* [The problem] With all pictures excluded, restate the records that follow exactly as written.

[[ Provided records open ]]

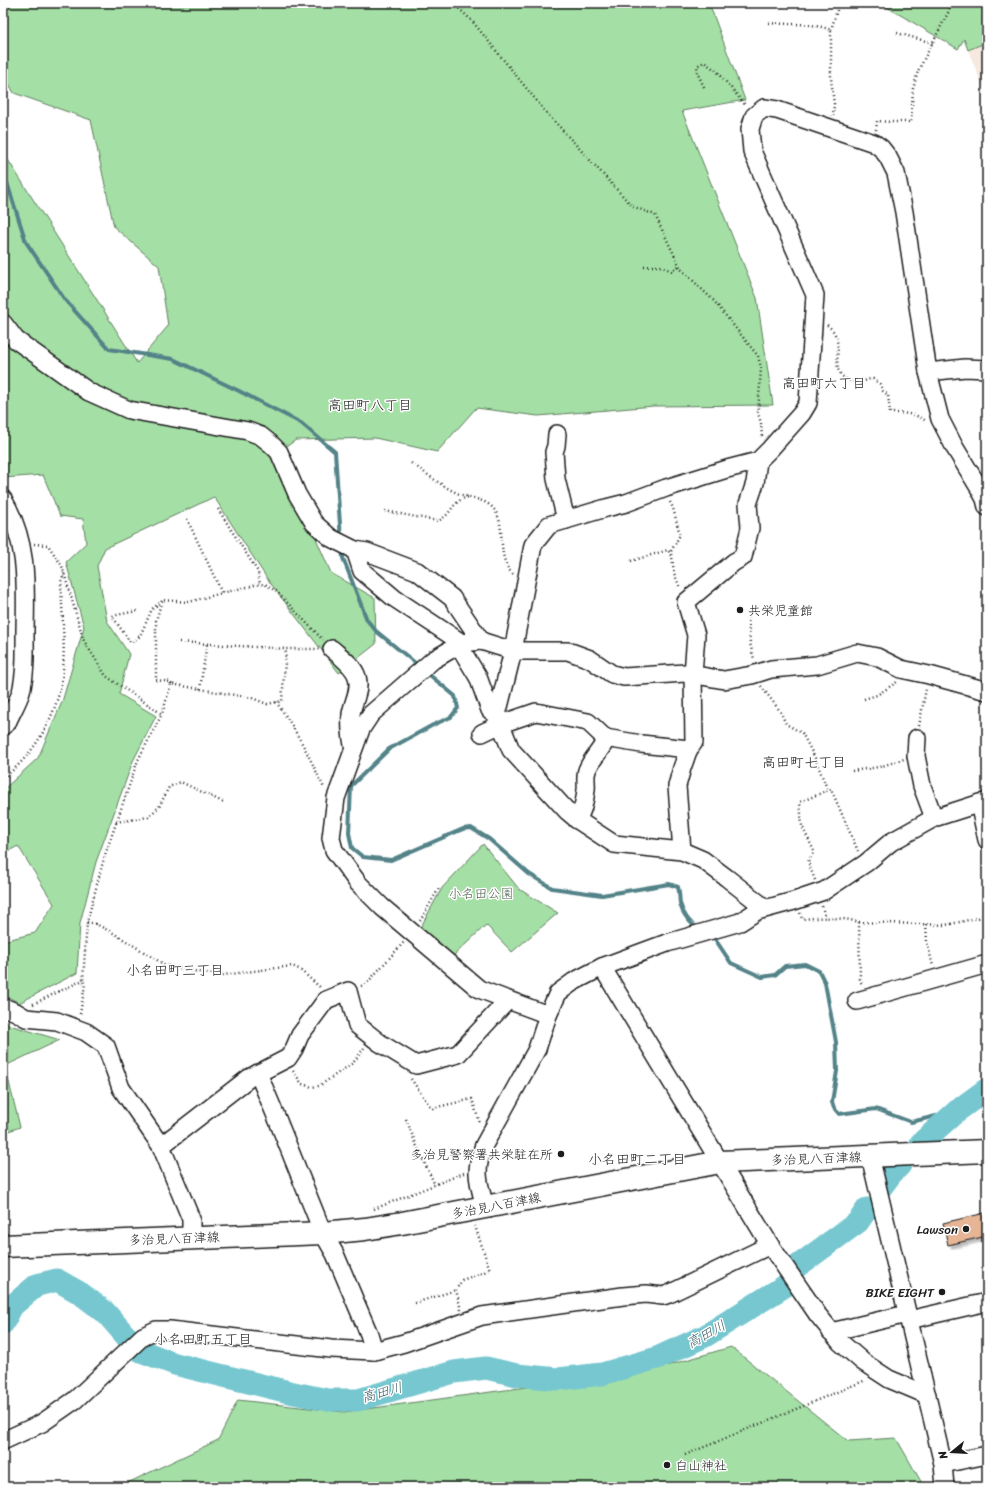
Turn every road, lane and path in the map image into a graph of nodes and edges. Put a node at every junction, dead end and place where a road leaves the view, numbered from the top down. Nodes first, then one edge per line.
1 (453, 3) edge
2 (838, 3) edge
3 (953, 3) edge
4 (769, 23) dead end
5 (831, 30) junction
6 (897, 33) dead end
7 (933, 43) junction
8 (704, 87) dead end
9 (754, 116) junction
10 (831, 128) junction
11 (874, 143) junction
12 (680, 265) junction
13 (644, 266) dead end
14 (814, 315) junction
15 (3, 323) edge
16 (987, 369) edge
17 (928, 372) junction
18 (929, 424) dead end
19 (556, 434) dead end
20 (761, 459) junction
21 (411, 463) dead end
22 (666, 488) junction
23 (468, 496) junction
24 (3, 499) edge
25 (987, 507) edge
26 (218, 509) dead end
27 (385, 511) dead end
28 (187, 519) dead end
29 (566, 520) junction
30 (14, 538) edge
31 (352, 548) junction
32 (670, 553) junction
33 (630, 561) dead end
34 (64, 573) junction
35 (526, 579) junction
36 (260, 585) junction
37 (222, 593) junction
38 (162, 602) junction
39 (686, 602) junction
40 (137, 611) dead end
41 (748, 617) dead end
42 (481, 641) junction
43 (179, 642) dead end
44 (207, 643) junction
45 (462, 644) junction
46 (332, 648) junction
47 (286, 649) junction
48 (513, 651) junction
49 (922, 673) junction
50 (693, 674) junction
51 (756, 674) junction
52 (171, 684) junction
53 (200, 689) junction
54 (987, 691) edge
55 (864, 699) dead end
56 (276, 702) junction
57 (162, 714) junction
58 (499, 720) junction
59 (3, 726) edge
60 (482, 733) dead end
61 (607, 738) junction
62 (916, 746) junction
63 (354, 747) junction
64 (689, 749) junction
65 (852, 771) dead end
66 (3, 778) edge
67 (828, 791) junction
68 (326, 793) dead end
69 (983, 802) edge
70 (225, 803) dead end
71 (934, 818) junction
72 (577, 820) junction
73 (116, 822) junction
74 (987, 840) edge
75 (682, 851) junction
76 (866, 863) junction
77 (439, 888) dead end
78 (820, 893) junction
79 (796, 901) junction
80 (765, 908) junction
81 (987, 916) edge
82 (825, 917) junction
83 (87, 922) junction
84 (859, 922) junction
85 (926, 924) junction
86 (412, 933) junction
87 (987, 964) edge
88 (602, 967) junction
89 (936, 978) junction
90 (83, 980) junction
91 (340, 994) junction
92 (508, 1000) junction
93 (861, 1000) joint
94 (10, 1010) edge
95 (548, 1016) junction
96 (78, 1029) junction
97 (375, 1039) junction
98 (408, 1059) junction
99 (284, 1060) junction
100 (258, 1073) junction
101 (406, 1119) dead end
102 (488, 1138) junction
103 (161, 1146) junction
104 (987, 1151) edge
105 (870, 1156) junction
106 (720, 1162) junction
107 (478, 1168) junction
108 (435, 1185) junction
109 (477, 1208) junction
110 (372, 1210) dead end
111 (323, 1233) junction
112 (191, 1238) junction
113 (770, 1245) junction
114 (3, 1246) edge
115 (456, 1290) junction
116 (987, 1302) edge
117 (414, 1303) dead end
118 (908, 1317) junction
119 (464, 1322) junction
120 (831, 1332) junction
121 (374, 1350) junction
122 (881, 1374) junction
123 (927, 1395) junction
124 (3, 1441) edge
125 (685, 1455) dead end
126 (987, 1455) edge
127 (943, 1464) junction
128 (945, 1487) edge

1 - 12 path
2 - 5 path
3 - 7 path
4 - 5 path
5 - 10 path
6 - 7 path
7 - 11 path
8 - 9 path
9 - 10 street
9 - 14 street
10 - 11 street
11 - 17 street
12 - 13 path
12 - 20 path
14 - 18 path
14 - 20 street
15 - 31 street
16 - 17 street
17 - 25 street
19 - 29 street
20 - 22 street
20 - 39 street
21 - 23 path
22 - 29 street
22 - 32 path
23 - 27 path
23 - 35 path
24 - 30 street
26 - 36 path
28 - 37 path
29 - 35 street
30 - 34 path
30 - 59 street
31 - 42 street
31 - 45 street
32 - 33 path
32 - 39 path
34 - 57 path
34 - 66 path
35 - 48 street
36 - 37 path
36 - 46 path
37 - 38 path
38 - 40 path
38 - 52 path
39 - 50 street
41 - 51 path
42 - 45 street
42 - 48 street
43 - 44 path
44 - 47 path
44 - 53 path
45 - 58 street
45 - 63 street
46 - 47 path
46 - 63 street
47 - 56 path
48 - 50 street
48 - 58 street
49 - 51 street
49 - 54 street
49 - 55 path
49 - 62 path
50 - 51 street
50 - 64 street
51 - 67 path
52 - 53 path
52 - 57 path
53 - 56 path
56 - 68 path
57 - 73 path
58 - 60 street
58 - 61 street
58 - 72 street
61 - 64 street
61 - 72 street
62 - 65 path
62 - 71 street
63 - 86 street
64 - 75 street
67 - 76 path
67 - 78 path
69 - 71 street
69 - 74 street
70 - 73 path
71 - 76 street
72 - 75 street
73 - 83 path
75 - 80 street
76 - 78 street
77 - 86 path
78 - 79 street
78 - 82 path
79 - 80 street
79 - 82 path
80 - 88 street
81 - 85 path
82 - 84 path
83 - 90 path
83 - 91 path
84 - 85 path
84 - 93 path
85 - 89 path
86 - 91 path
86 - 92 street
87 - 89 street
88 - 95 street
88 - 106 street
89 - 93 street
90 - 94 path
90 - 96 path
91 - 97 street
91 - 99 street
92 - 95 street
92 - 98 street
94 - 96 street
95 - 102 street
96 - 103 street
97 - 98 street
97 - 99 path
98 - 102 path
99 - 100 street
100 - 103 street
100 - 111 street
101 - 108 path
102 - 107 street
103 - 112 street
104 - 105 main road, 多治見八百津線
105 - 106 main road, 多治見八百津線
105 - 118 street
106 - 109 main road, 多治見八百津線
106 - 113 street
107 - 108 path
107 - 109 street
108 - 110 path
109 - 111 main road, 多治見八百津線
109 - 115 path
111 - 112 main road, 多治見八百津線
111 - 121 street
112 - 114 main road, 多治見八百津線
113 - 119 street
113 - 120 street
115 - 117 path
115 - 119 path
116 - 118 street
118 - 120 street
118 - 123 street
119 - 121 street
120 - 122 street
121 - 124 street
122 - 123 street
122 - 125 path
123 - 127 street
126 - 127 street
127 - 128 street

[[ Provided records closed ]]

* [Output for this exercise]
Turn every road, lane and path in the map image into a graph of nodes and edges. Put a node at every junction, dead end and place where a road leaves the view, numbered from the top down. Nodes first, then one edge per line.
1 (453, 3) edge
2 (838, 3) edge
3 (953, 3) edge
4 (769, 23) dead end
5 (831, 30) junction
6 (897, 33) dead end
7 (933, 43) junction
8 (704, 87) dead end
9 (754, 116) junction
10 (831, 128) junction
11 (874, 143) junction
12 (680, 265) junction
13 (644, 266) dead end
14 (814, 315) junction
15 (3, 323) edge
16 (987, 369) edge
17 (928, 372) junction
18 (929, 424) dead end
19 (556, 434) dead end
20 (761, 459) junction
21 (411, 463) dead end
22 (666, 488) junction
23 (468, 496) junction
24 (3, 499) edge
25 (987, 507) edge
26 (218, 509) dead end
27 (385, 511) dead end
28 (187, 519) dead end
29 (566, 520) junction
30 (14, 538) edge
31 (352, 548) junction
32 (670, 553) junction
33 (630, 561) dead end
34 (64, 573) junction
35 (526, 579) junction
36 (260, 585) junction
37 (222, 593) junction
38 (162, 602) junction
39 (686, 602) junction
40 (137, 611) dead end
41 (748, 617) dead end
42 (481, 641) junction
43 (179, 642) dead end
44 (207, 643) junction
45 (462, 644) junction
46 (332, 648) junction
47 (286, 649) junction
48 (513, 651) junction
49 (922, 673) junction
50 (693, 674) junction
51 (756, 674) junction
52 (171, 684) junction
53 (200, 689) junction
54 (987, 691) edge
55 (864, 699) dead end
56 (276, 702) junction
57 (162, 714) junction
58 (499, 720) junction
59 (3, 726) edge
60 (482, 733) dead end
61 (607, 738) junction
62 (916, 746) junction
63 (354, 747) junction
64 (689, 749) junction
65 (852, 771) dead end
66 (3, 778) edge
67 (828, 791) junction
68 (326, 793) dead end
69 (983, 802) edge
70 (225, 803) dead end
71 (934, 818) junction
72 (577, 820) junction
73 (116, 822) junction
74 (987, 840) edge
75 (682, 851) junction
76 (866, 863) junction
77 (439, 888) dead end
78 (820, 893) junction
79 (796, 901) junction
80 (765, 908) junction
81 (987, 916) edge
82 (825, 917) junction
83 (87, 922) junction
84 (859, 922) junction
85 (926, 924) junction
86 (412, 933) junction
87 (987, 964) edge
88 (602, 967) junction
89 (936, 978) junction
90 (83, 980) junction
91 (340, 994) junction
92 (508, 1000) junction
93 (861, 1000) joint
94 (10, 1010) edge
95 (548, 1016) junction
96 (78, 1029) junction
97 (375, 1039) junction
98 (408, 1059) junction
99 (284, 1060) junction
100 (258, 1073) junction
101 (406, 1119) dead end
102 (488, 1138) junction
103 (161, 1146) junction
104 (987, 1151) edge
105 (870, 1156) junction
106 (720, 1162) junction
107 (478, 1168) junction
108 (435, 1185) junction
109 (477, 1208) junction
110 (372, 1210) dead end
111 (323, 1233) junction
112 (191, 1238) junction
113 (770, 1245) junction
114 (3, 1246) edge
115 (456, 1290) junction
116 (987, 1302) edge
117 (414, 1303) dead end
118 (908, 1317) junction
119 (464, 1322) junction
120 (831, 1332) junction
121 (374, 1350) junction
122 (881, 1374) junction
123 (927, 1395) junction
124 (3, 1441) edge
125 (685, 1455) dead end
126 (987, 1455) edge
127 (943, 1464) junction
128 (945, 1487) edge

1 - 12 path
2 - 5 path
3 - 7 path
4 - 5 path
5 - 10 path
6 - 7 path
7 - 11 path
8 - 9 path
9 - 10 street
9 - 14 street
10 - 11 street
11 - 17 street
12 - 13 path
12 - 20 path
14 - 18 path
14 - 20 street
15 - 31 street
16 - 17 street
17 - 25 street
19 - 29 street
20 - 22 street
20 - 39 street
21 - 23 path
22 - 29 street
22 - 32 path
23 - 27 path
23 - 35 path
24 - 30 street
26 - 36 path
28 - 37 path
29 - 35 street
30 - 34 path
30 - 59 street
31 - 42 street
31 - 45 street
32 - 33 path
32 - 39 path
34 - 57 path
34 - 66 path
35 - 48 street
36 - 37 path
36 - 46 path
37 - 38 path
38 - 40 path
38 - 52 path
39 - 50 street
41 - 51 path
42 - 45 street
42 - 48 street
43 - 44 path
44 - 47 path
44 - 53 path
45 - 58 street
45 - 63 street
46 - 47 path
46 - 63 street
47 - 56 path
48 - 50 street
48 - 58 street
49 - 51 street
49 - 54 street
49 - 55 path
49 - 62 path
50 - 51 street
50 - 64 street
51 - 67 path
52 - 53 path
52 - 57 path
53 - 56 path
56 - 68 path
57 - 73 path
58 - 60 street
58 - 61 street
58 - 72 street
61 - 64 street
61 - 72 street
62 - 65 path
62 - 71 street
63 - 86 street
64 - 75 street
67 - 76 path
67 - 78 path
69 - 71 street
69 - 74 street
70 - 73 path
71 - 76 street
72 - 75 street
73 - 83 path
75 - 80 street
76 - 78 street
77 - 86 path
78 - 79 street
78 - 82 path
79 - 80 street
79 - 82 path
80 - 88 street
81 - 85 path
82 - 84 path
83 - 90 path
83 - 91 path
84 - 85 path
84 - 93 path
85 - 89 path
86 - 91 path
86 - 92 street
87 - 89 street
88 - 95 street
88 - 106 street
89 - 93 street
90 - 94 path
90 - 96 path
91 - 97 street
91 - 99 street
92 - 95 street
92 - 98 street
94 - 96 street
95 - 102 street
96 - 103 street
97 - 98 street
97 - 99 path
98 - 102 path
99 - 100 street
100 - 103 street
100 - 111 street
101 - 108 path
102 - 107 street
103 - 112 street
104 - 105 main road, 多治見八百津線
105 - 106 main road, 多治見八百津線
105 - 118 street
106 - 109 main road, 多治見八百津線
106 - 113 street
107 - 108 path
107 - 109 street
108 - 110 path
109 - 111 main road, 多治見八百津線
109 - 115 path
111 - 112 main road, 多治見八百津線
111 - 121 street
112 - 114 main road, 多治見八百津線
113 - 119 street
113 - 120 street
115 - 117 path
115 - 119 path
116 - 118 street
118 - 120 street
118 - 123 street
119 - 121 street
120 - 122 street
121 - 124 street
122 - 123 street
122 - 125 path
123 - 127 street
126 - 127 street
127 - 128 street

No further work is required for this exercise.